I have a large code, that crashes with the following error:
Fatal error in PMPI_Comm_split: Other MPI error, error stack:
PMPI_Comm_split(532)................: MPI_Comm_split(comm=0xc4027cf0, color=0, key=0, new_comm=0x7ffdb50f2bd0) failed
PMPI_Comm_split(508)................: fail failed
MPIR_Comm_split_impl(260)...........: fail failed
MPIR_Get_contextid_sparse_group(676): Too many communicators (0/16384 free on this process; ignore_id=0)
Fatal error in PMPI_Comm_split: Other MPI error, error stack:
PMPI_Comm_split(532)................: MPI_Comm_split(comm=0xc401bcf1, color=1, key=0, new_comm=0x7ffed5aa4fd0) failed
PMPI_Comm_split(508)................: fail failed
MPIR_Comm_split_impl(260)...........: fail failed
MPIR_Get_contextid_sparse_group(676): Too many communicators (0/16384 free on this process; ignore_id=0)

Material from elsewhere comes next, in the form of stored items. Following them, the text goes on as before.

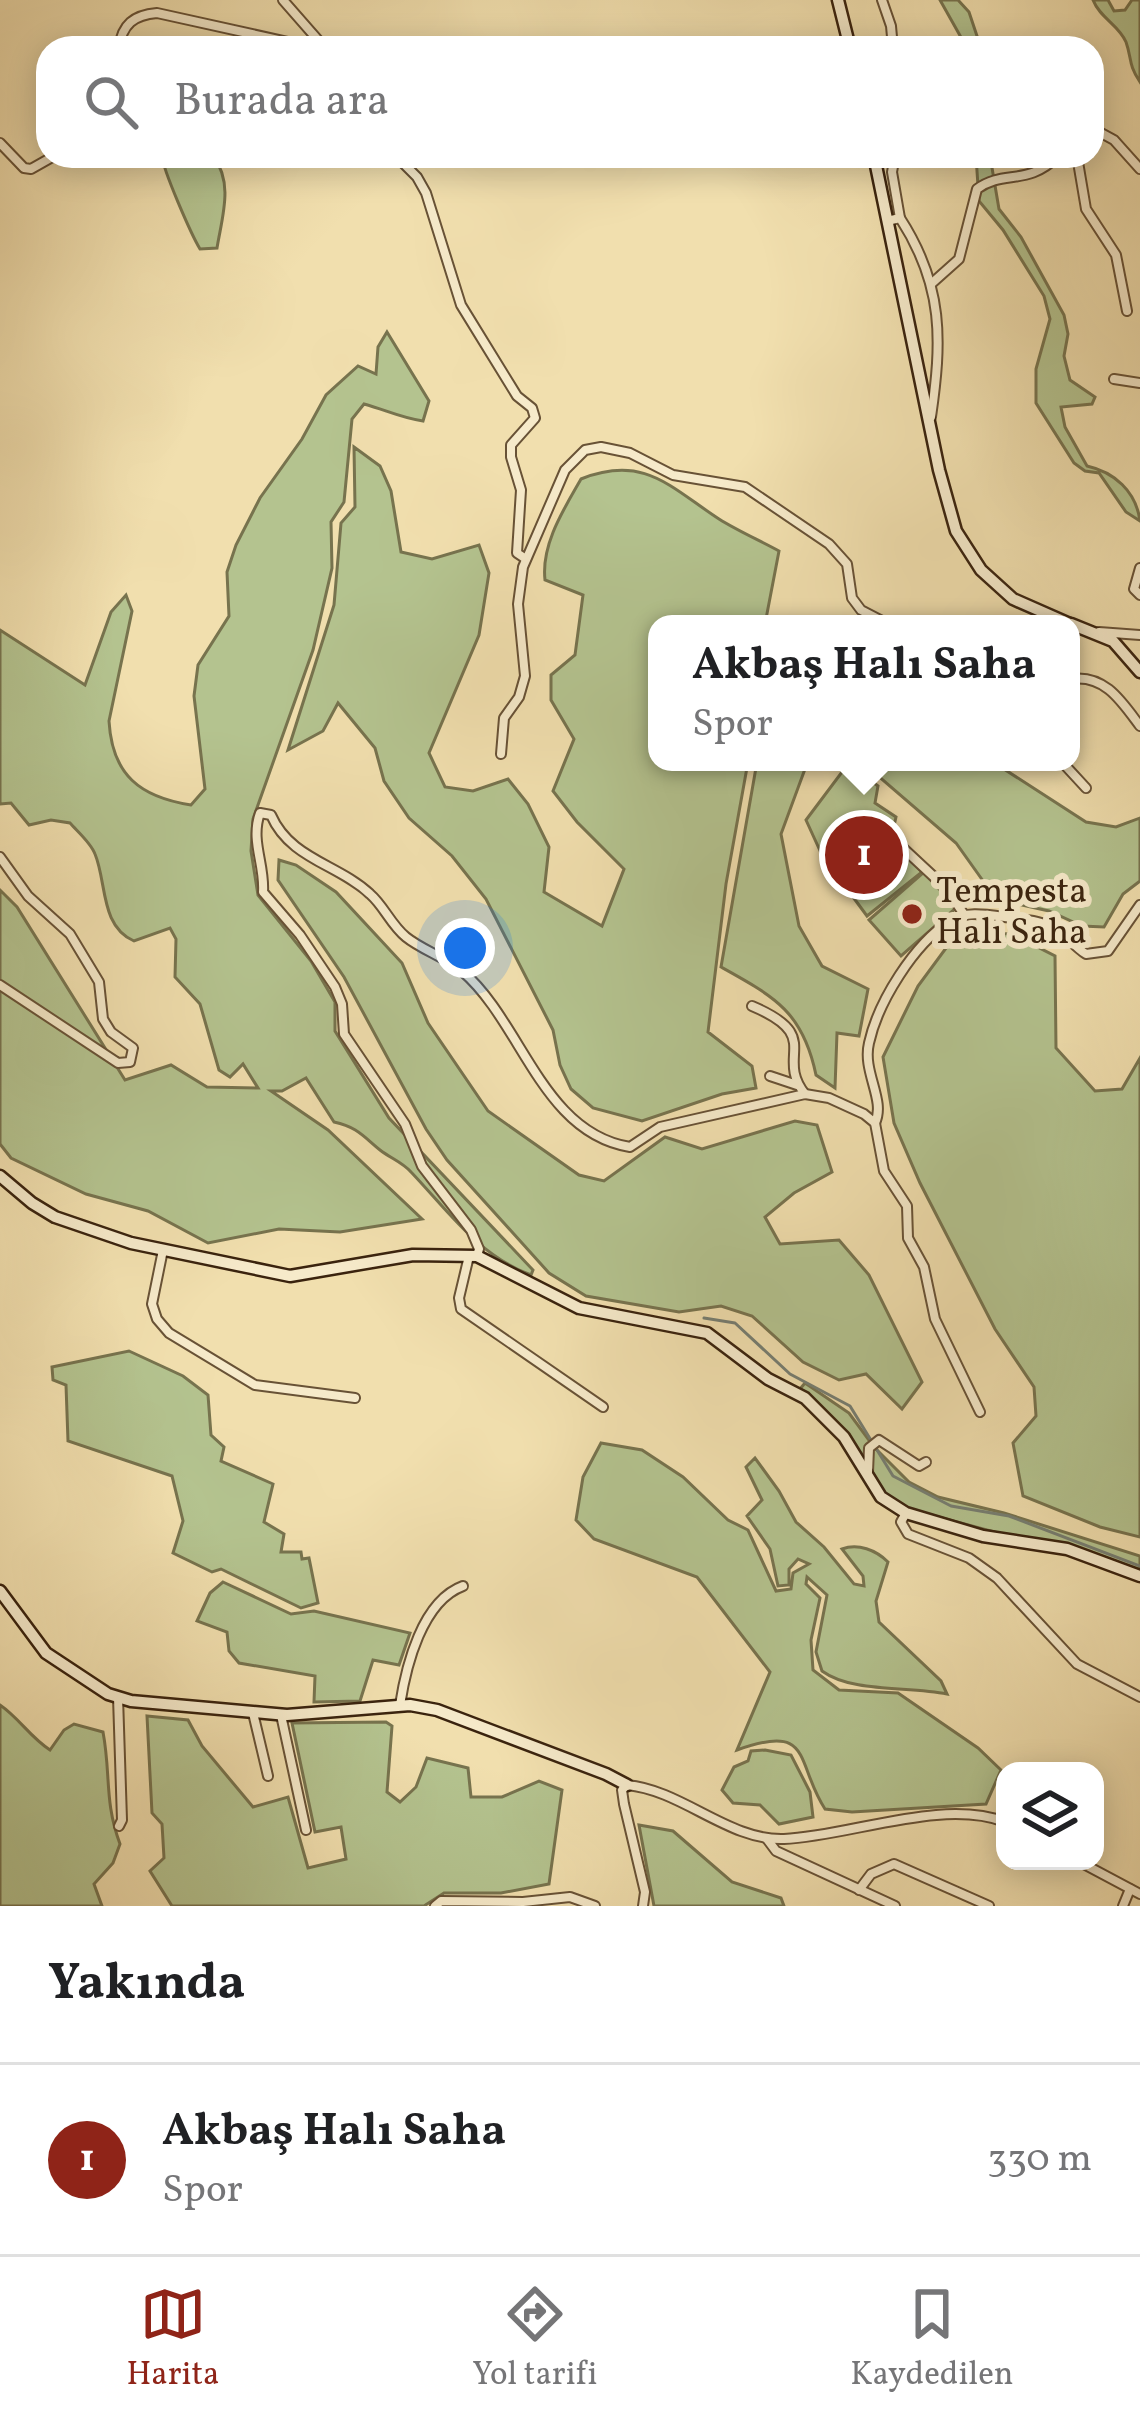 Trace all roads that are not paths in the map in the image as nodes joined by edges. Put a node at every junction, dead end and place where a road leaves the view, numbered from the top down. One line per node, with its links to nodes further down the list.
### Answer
1 (283, 0): 6 (street)
2 (838, 0): 7 (street)
3 (882, 0): 8 (street)
4 (122, 36): 5 (street)
5 (261, 36)
6 (314, 36)
7 (847, 36)
8 (892, 36)
9 (1104, 135): 17 (street)
10 (0, 143): 11 (street)
11 (36, 166)
12 (406, 168): 24 (street)
13 (878, 168): 18 (street)
14 (893, 168): 18 (street)
15 (1044, 168): 19 (street)
16 (1079, 168): 20 (street)
17 (1140, 169)
18 (894, 220): 19 (street); 23 (street)
19 (931, 284): 23 (street)
20 (1126, 311)
21 (1114, 380): 22 (street)
22 (1140, 382)
23 (930, 424): 28 (street)
24 (526, 559): 27 (street); 35 (street)
25 (1140, 568): 26 (street)
26 (1140, 595)
27 (871, 615)
28 (1050, 615)
29 (1080, 627): 30 (street)
30 (1097, 632): 31 (street); 32 (street)
31 (1140, 635)
32 (1140, 672)
33 (1080, 677): 34 (street)
34 (1140, 726)
35 (501, 754)
36 (1070, 771): 37 (street)
37 (1086, 788)
38 (890, 836): 41 (street)
39 (0, 857): 42 (street)
40 (1140, 905): 41 (street)
41 (965, 916): 47 (street)
42 (0, 985)
43 (752, 1006): 45 (street)
44 (770, 1076): 45 (street)
45 (797, 1085): 46 (street)
46 (805, 1094): 47 (street); 50 (street)
47 (875, 1124): 53 (street)
48 (0, 1176): 49 (street)
49 (163, 1250): 50 (street); 51 (street)
50 (474, 1255): 52 (street); 55 (street)
51 (355, 1398)
52 (603, 1407)
53 (980, 1412)
54 (926, 1462): 55 (street)
55 (868, 1473): 56 (street)
56 (906, 1513): 57 (street); 60 (street)
57 (1140, 1576)
58 (463, 1586): 62 (street)
59 (0, 1591): 61 (street)
60 (1140, 1696)
61 (118, 1697): 63 (street); 68 (street)
62 (400, 1706): 64 (street); 66 (street)
63 (253, 1711): 64 (street); 65 (street)
64 (281, 1714): 69 (street)
65 (268, 1776)
66 (627, 1785): 70 (street); 77 (street)
67 (996, 1819): 70 (street)
68 (119, 1826)
69 (305, 1830)
70 (768, 1838): 72 (street)
71 (1095, 1870): 73 (street)
72 (859, 1890): 74 (street); 78 (street)
73 (1135, 1892): 79 (street)
74 (984, 1905)
75 (435, 1906): 76 (street)
76 (596, 1906)
77 (643, 1906)
78 (895, 1906)
79 (1123, 1906)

Fatal error in PMPI_Comm_split: Other MPI error, error stack:
PMPI_Comm_split(532)................: MPI_Comm_split(comm=0xc4027ce9, color=0, key=0, new_comm=0x7ffe37e477d0) failed
PMPI_Comm_split(508)................: fail failed
MPIR_Comm_split_impl(260)...........: fail failed
MPIR_Get_contextid_sparse_group(676): Too many communicators (0/16384 free on this process; ignore_id=0)
Fatal error in PMPI_Comm_split: Other MPI error, error stack:
PMPI_Comm_split(532)................: MPI_Comm_split(comm=0xc401bcf1, color=1, key=0, new_comm=0x7ffd511ac4d0) failed
PMPI_Comm_split(508)................: fail failed
MPIR_Comm_split_impl(260)...........: fail failed
MPIR_Get_contextid_sparse_group(676): Too many communicators (0/16384 free on this process; ignore_id=0)
It seems that the there is somekind of a MPI communicator leak. MPI seems to be aware of how many communicators are currently being used:
Too many communicators (0/16384 free on this process; ignore_id=0)
Is there a way to print the number of communicators used by MPI? This way I could narrow down where the communicators are leaking.